Activity => What is the number of lines below that contain the word "Blackwood"? Give only that number.

Extracted data entries
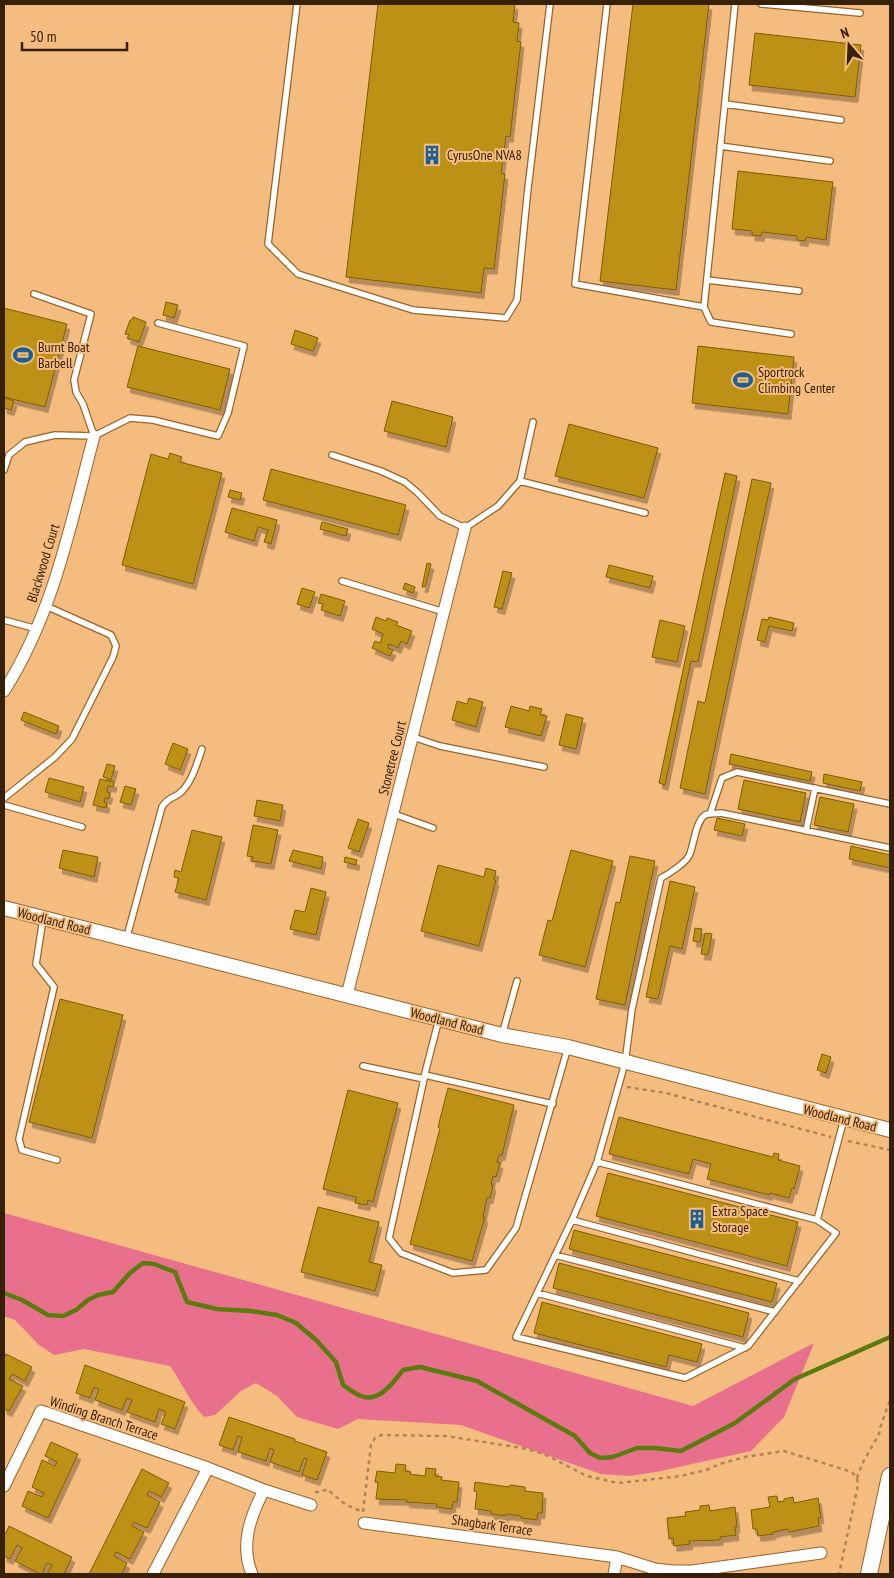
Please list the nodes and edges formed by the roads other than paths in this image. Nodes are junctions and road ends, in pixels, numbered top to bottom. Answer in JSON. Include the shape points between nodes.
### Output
{"nodes":[{"id":1,"x":297,"y":4,"type":"edge"},
{"id":2,"x":550,"y":4,"type":"edge"},
{"id":3,"x":607,"y":4,"type":"edge"},
{"id":4,"x":735,"y":4,"type":"edge"},
{"id":5,"x":762,"y":4,"type":"edge"},
{"id":6,"x":860,"y":13,"type":"dead end"},
{"id":7,"x":725,"y":104,"type":"junction"},
{"id":8,"x":841,"y":120,"type":"dead end"},
{"id":9,"x":720,"y":146,"type":"junction"},
{"id":10,"x":830,"y":161,"type":"dead end"},
{"id":11,"x":707,"y":280,"type":"junction"},
{"id":12,"x":799,"y":291,"type":"dead end"},
{"id":13,"x":34,"y":294,"type":"dead end"},
{"id":14,"x":704,"y":307,"type":"junction"},
{"id":15,"x":158,"y":323,"type":"dead end"},
{"id":16,"x":791,"y":334,"type":"dead end"},
{"id":17,"x":532,"y":422,"type":"dead end"},
{"id":18,"x":94,"y":436,"type":"junction"},
{"id":19,"x":332,"y":455,"type":"dead end"},
{"id":20,"x":4,"y":470,"type":"edge"},
{"id":21,"x":520,"y":481,"type":"junction"},
{"id":22,"x":645,"y":513,"type":"dead end"},
{"id":23,"x":466,"y":528,"type":"junction"},
{"id":24,"x":342,"y":581,"type":"dead end"},
{"id":25,"x":46,"y":606,"type":"junction"},
{"id":26,"x":444,"y":612,"type":"junction"},
{"id":27,"x":4,"y":620,"type":"edge"},
{"id":28,"x":36,"y":629,"type":"junction"},
{"id":29,"x":4,"y":691,"type":"edge"},
{"id":30,"x":413,"y":737,"type":"junction"},
{"id":31,"x":202,"y":749,"type":"dead end"},
{"id":32,"x":544,"y":767,"type":"dead end"},
{"id":33,"x":815,"y":788,"type":"junction"},
{"id":34,"x":4,"y":798,"type":"edge"},
{"id":35,"x":890,"y":804,"type":"edge"},
{"id":36,"x":4,"y":805,"type":"edge"},
{"id":37,"x":394,"y":814,"type":"junction"},
{"id":38,"x":710,"y":814,"type":"junction"},
{"id":39,"x":82,"y":826,"type":"dead end"},
{"id":40,"x":433,"y":828,"type":"dead end"},
{"id":41,"x":806,"y":831,"type":"junction"},
{"id":42,"x":890,"y":846,"type":"edge"},
{"id":43,"x":4,"y":908,"type":"edge"},
{"id":44,"x":44,"y":919,"type":"junction"},
{"id":45,"x":126,"y":940,"type":"junction"},
{"id":46,"x":517,"y":981,"type":"dead end"},
{"id":47,"x":347,"y":995,"type":"junction"},
{"id":48,"x":439,"y":1019,"type":"junction"},
{"id":49,"x":502,"y":1035,"type":"junction"},
{"id":50,"x":568,"y":1047,"type":"junction"},
{"id":51,"x":625,"y":1063,"type":"junction"},
{"id":52,"x":363,"y":1066,"type":"dead end"},
{"id":53,"x":424,"y":1077,"type":"junction"},
{"id":54,"x":552,"y":1104,"type":"junction"},
{"id":55,"x":844,"y":1119,"type":"junction"},
{"id":56,"x":890,"y":1130,"type":"edge"},
{"id":57,"x":56,"y":1160,"type":"dead end"},
{"id":58,"x":597,"y":1162,"type":"junction"},
{"id":59,"x":572,"y":1220,"type":"junction"},
{"id":60,"x":817,"y":1220,"type":"junction"},
{"id":61,"x":555,"y":1255,"type":"junction"},
{"id":62,"x":799,"y":1280,"type":"junction"},
{"id":63,"x":537,"y":1293,"type":"junction"},
{"id":64,"x":775,"y":1312,"type":"junction"},
{"id":65,"x":745,"y":1348,"type":"junction"},
{"id":66,"x":208,"y":1468,"type":"junction"},
{"id":67,"x":890,"y":1476,"type":"edge"},
{"id":68,"x":4,"y":1486,"type":"edge"},
{"id":69,"x":264,"y":1490,"type":"junction"},
{"id":70,"x":309,"y":1504,"type":"road end"},
{"id":71,"x":364,"y":1523,"type":"dead end"},
{"id":72,"x":821,"y":1553,"type":"dead end"},
{"id":73,"x":617,"y":1557,"type":"junction"},
{"id":74,"x":153,"y":1574,"type":"edge"},
{"id":75,"x":252,"y":1574,"type":"edge"},
{"id":76,"x":614,"y":1574,"type":"edge"},
{"id":77,"x":869,"y":1574,"type":"edge"}],
"edges":[{"from":1,"to":2,"type":"lane","via":[[268,244],[298,274],[377,299],[413,310],[506,318],[518,300]]},
{"from":3,"to":14,"type":"lane","via":[[575,284]]},
{"from":4,"to":7,"type":"lane"},
{"from":5,"to":6,"type":"lane"},
{"from":7,"to":8,"type":"lane"},
{"from":7,"to":9,"type":"lane"},
{"from":9,"to":10,"type":"lane"},
{"from":9,"to":11,"type":"lane"},
{"from":11,"to":12,"type":"lane"},
{"from":11,"to":14,"type":"lane"},
{"from":13,"to":18,"type":"lane","via":[[91,314],[74,380]]},
{"from":14,"to":16,"type":"lane","via":[[711,322]]},
{"from":15,"to":18,"type":"lane","via":[[244,346],[228,413],[218,436],[153,420],[130,418]]},
{"from":17,"to":21,"type":"lane"},
{"from":18,"to":20,"type":"lane","via":[[56,435],[25,442],[9,455]]},
{"from":18,"to":25,"type":"street","name":"Blackwood Court"},
{"from":19,"to":23,"type":"lane","via":[[405,482],[440,516]]},
{"from":21,"to":22,"type":"lane"},
{"from":21,"to":23,"type":"lane","via":[[498,506]]},
{"from":23,"to":26,"type":"street","name":"Stonetree Court"},
{"from":24,"to":26,"type":"lane"},
{"from":25,"to":28,"type":"street","name":"Blackwood Court"},
{"from":25,"to":34,"type":"lane","via":[[111,635],[116,646],[72,739]]},
{"from":26,"to":30,"type":"street","name":"Stonetree Court"},
{"from":27,"to":28,"type":"lane"},
{"from":28,"to":29,"type":"street","name":"Blackwood Court"},
{"from":30,"to":32,"type":"lane","via":[[440,746]]},
{"from":30,"to":37,"type":"street","name":"Stonetree Court"},
{"from":31,"to":45,"type":"lane","via":[[189,782],[162,807]]},
{"from":33,"to":35,"type":"lane"},
{"from":33,"to":38,"type":"lane","via":[[737,772],[722,778]]},
{"from":33,"to":41,"type":"lane"},
{"from":36,"to":39,"type":"lane"},
{"from":37,"to":40,"type":"lane"},
{"from":37,"to":47,"type":"street","name":"Stonetree Court"},
{"from":38,"to":41,"type":"lane"},
{"from":38,"to":51,"type":"lane","via":[[703,818],[696,832],[689,857],[661,878],[632,1009]]},
{"from":41,"to":42,"type":"lane"},
{"from":43,"to":44,"type":"street","name":"Woodland Road"},
{"from":44,"to":45,"type":"street","name":"Woodland Road"},
{"from":44,"to":57,"type":"lane","via":[[36,964],[54,987],[19,1139],[22,1150]]},
{"from":45,"to":47,"type":"street","name":"Woodland Road"},
{"from":46,"to":49,"type":"lane"},
{"from":47,"to":48,"type":"street","name":"Woodland Road"},
{"from":48,"to":49,"type":"street","name":"Woodland Road"},
{"from":48,"to":53,"type":"lane"},
{"from":49,"to":50,"type":"street","name":"Woodland Road"},
{"from":50,"to":51,"type":"street","name":"Woodland Road"},
{"from":50,"to":54,"type":"lane"},
{"from":51,"to":55,"type":"street","name":"Woodland Road"},
{"from":51,"to":58,"type":"lane"},
{"from":52,"to":53,"type":"lane"},
{"from":53,"to":54,"type":"lane"},
{"from":53,"to":54,"type":"lane","via":[[389,1238],[400,1253],[453,1273],[486,1270],[516,1228]]},
{"from":55,"to":56,"type":"street","name":"Woodland Road"},
{"from":55,"to":60,"type":"lane"},
{"from":58,"to":59,"type":"lane"},
{"from":58,"to":60,"type":"lane"},
{"from":59,"to":61,"type":"lane"},
{"from":59,"to":62,"type":"lane"},
{"from":60,"to":62,"type":"lane","via":[[836,1233]]},
{"from":61,"to":63,"type":"lane"},
{"from":61,"to":64,"type":"lane"},
{"from":62,"to":64,"type":"lane"},
{"from":63,"to":65,"type":"lane"},
{"from":63,"to":65,"type":"lane","via":[[516,1337],[685,1378]]},
{"from":64,"to":65,"type":"lane"},
{"from":66,"to":68,"type":"street","name":"Winding Branch Terrace","via":[[41,1411]]},
{"from":66,"to":69,"type":"street","name":"Winding Branch Terrace"},
{"from":66,"to":74,"type":"street"},
{"from":67,"to":77,"type":"main road"},
{"from":69,"to":70,"type":"street","name":"Winding Branch Terrace"},
{"from":69,"to":75,"type":"street","via":[[248,1528],[246,1551]]},
{"from":71,"to":73,"type":"street","name":"Shagbark Terrace"},
{"from":72,"to":73,"type":"street","name":"Shagbark Terrace","via":[[692,1571],[655,1568]]},
{"from":73,"to":76,"type":"street"}]}
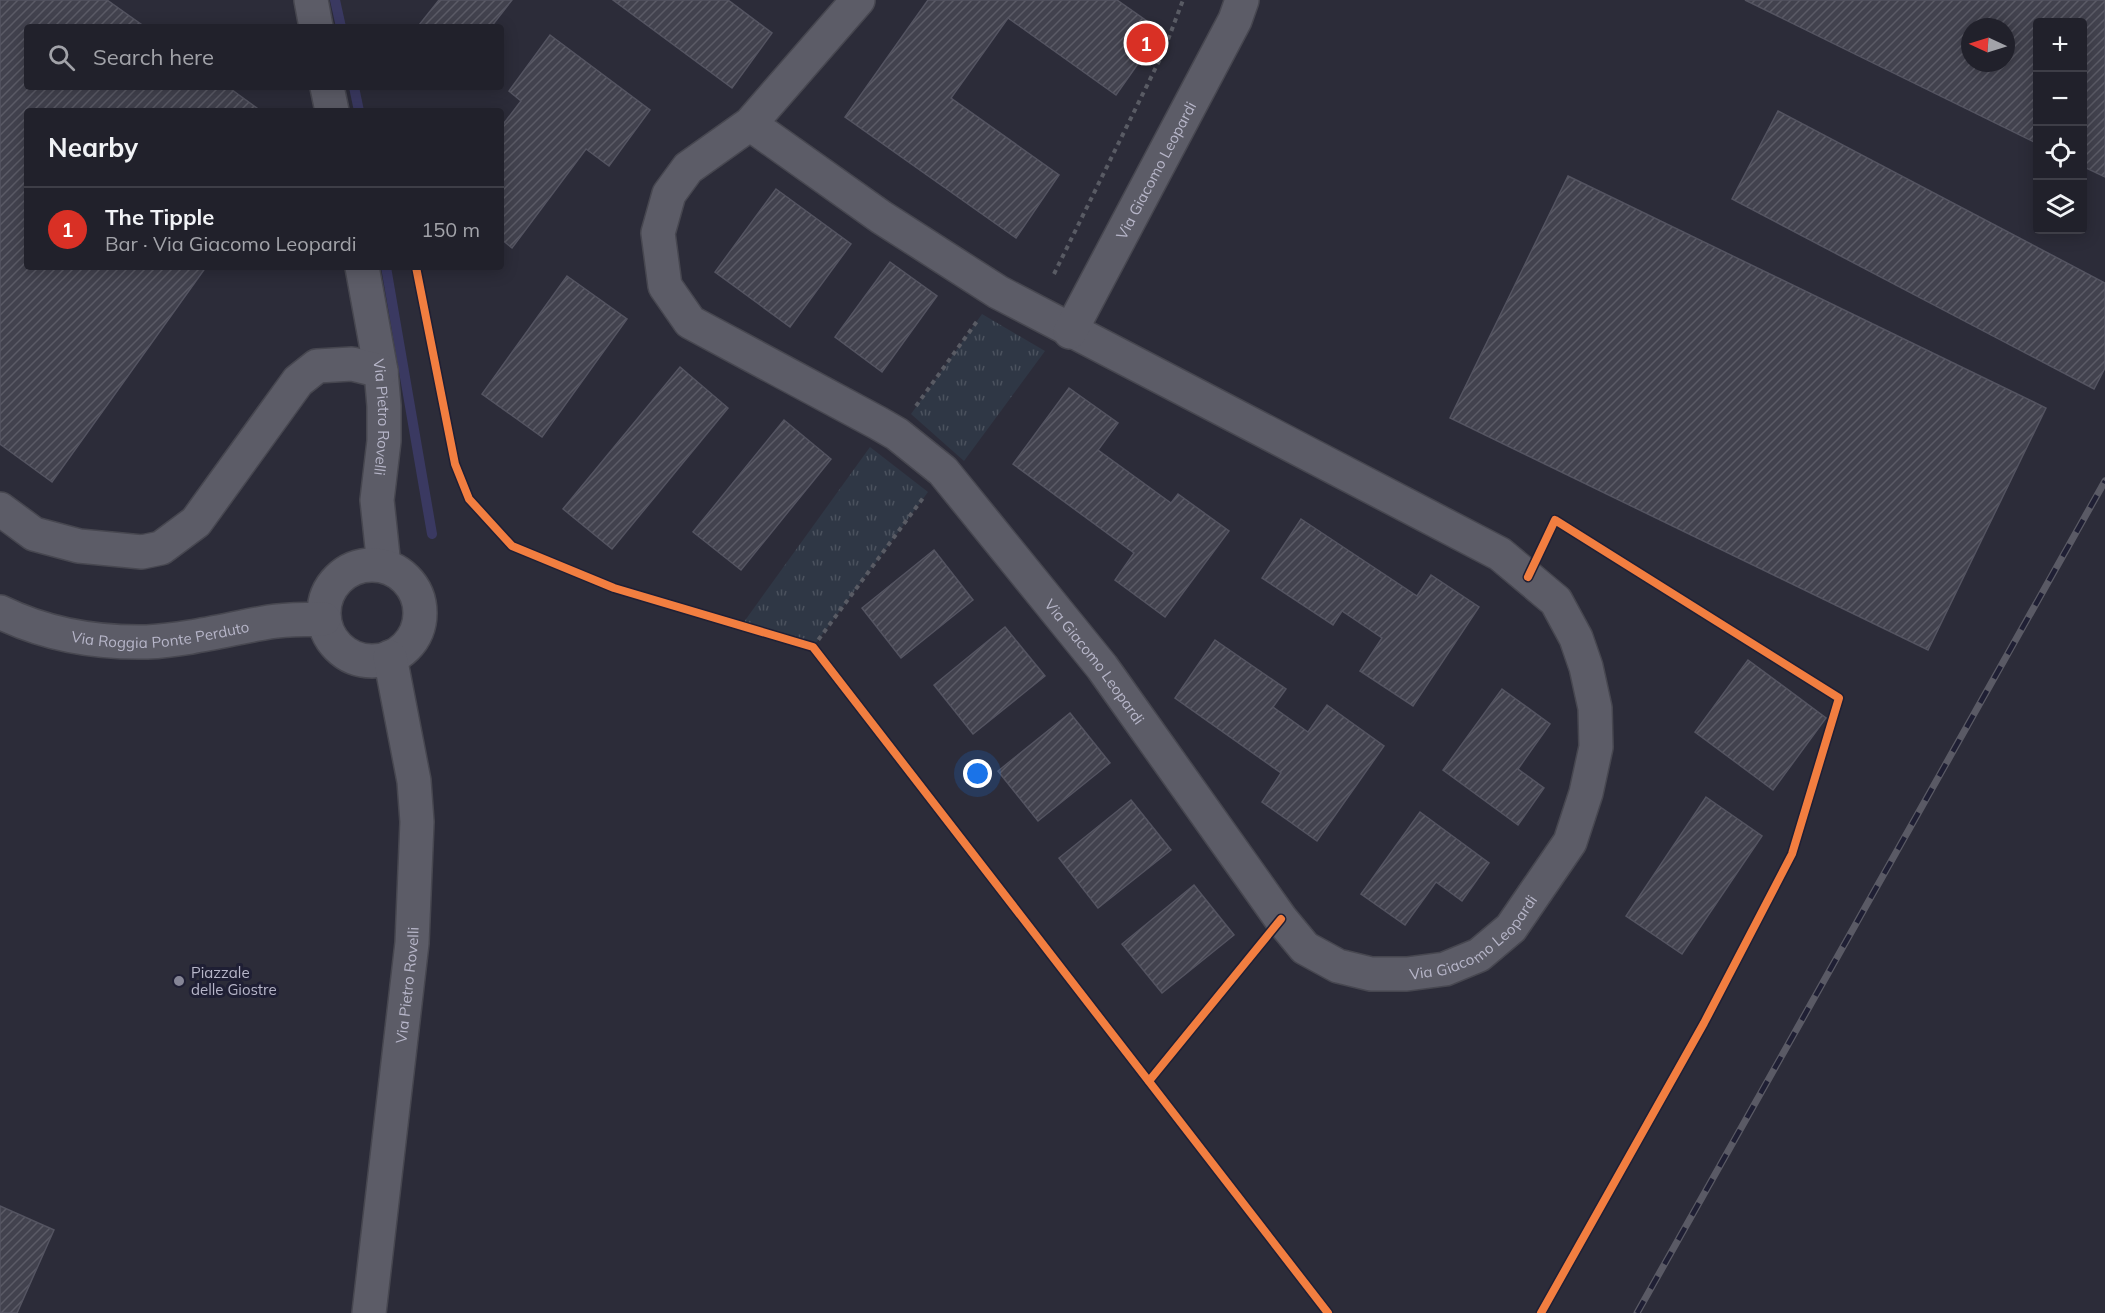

Expected answer => 3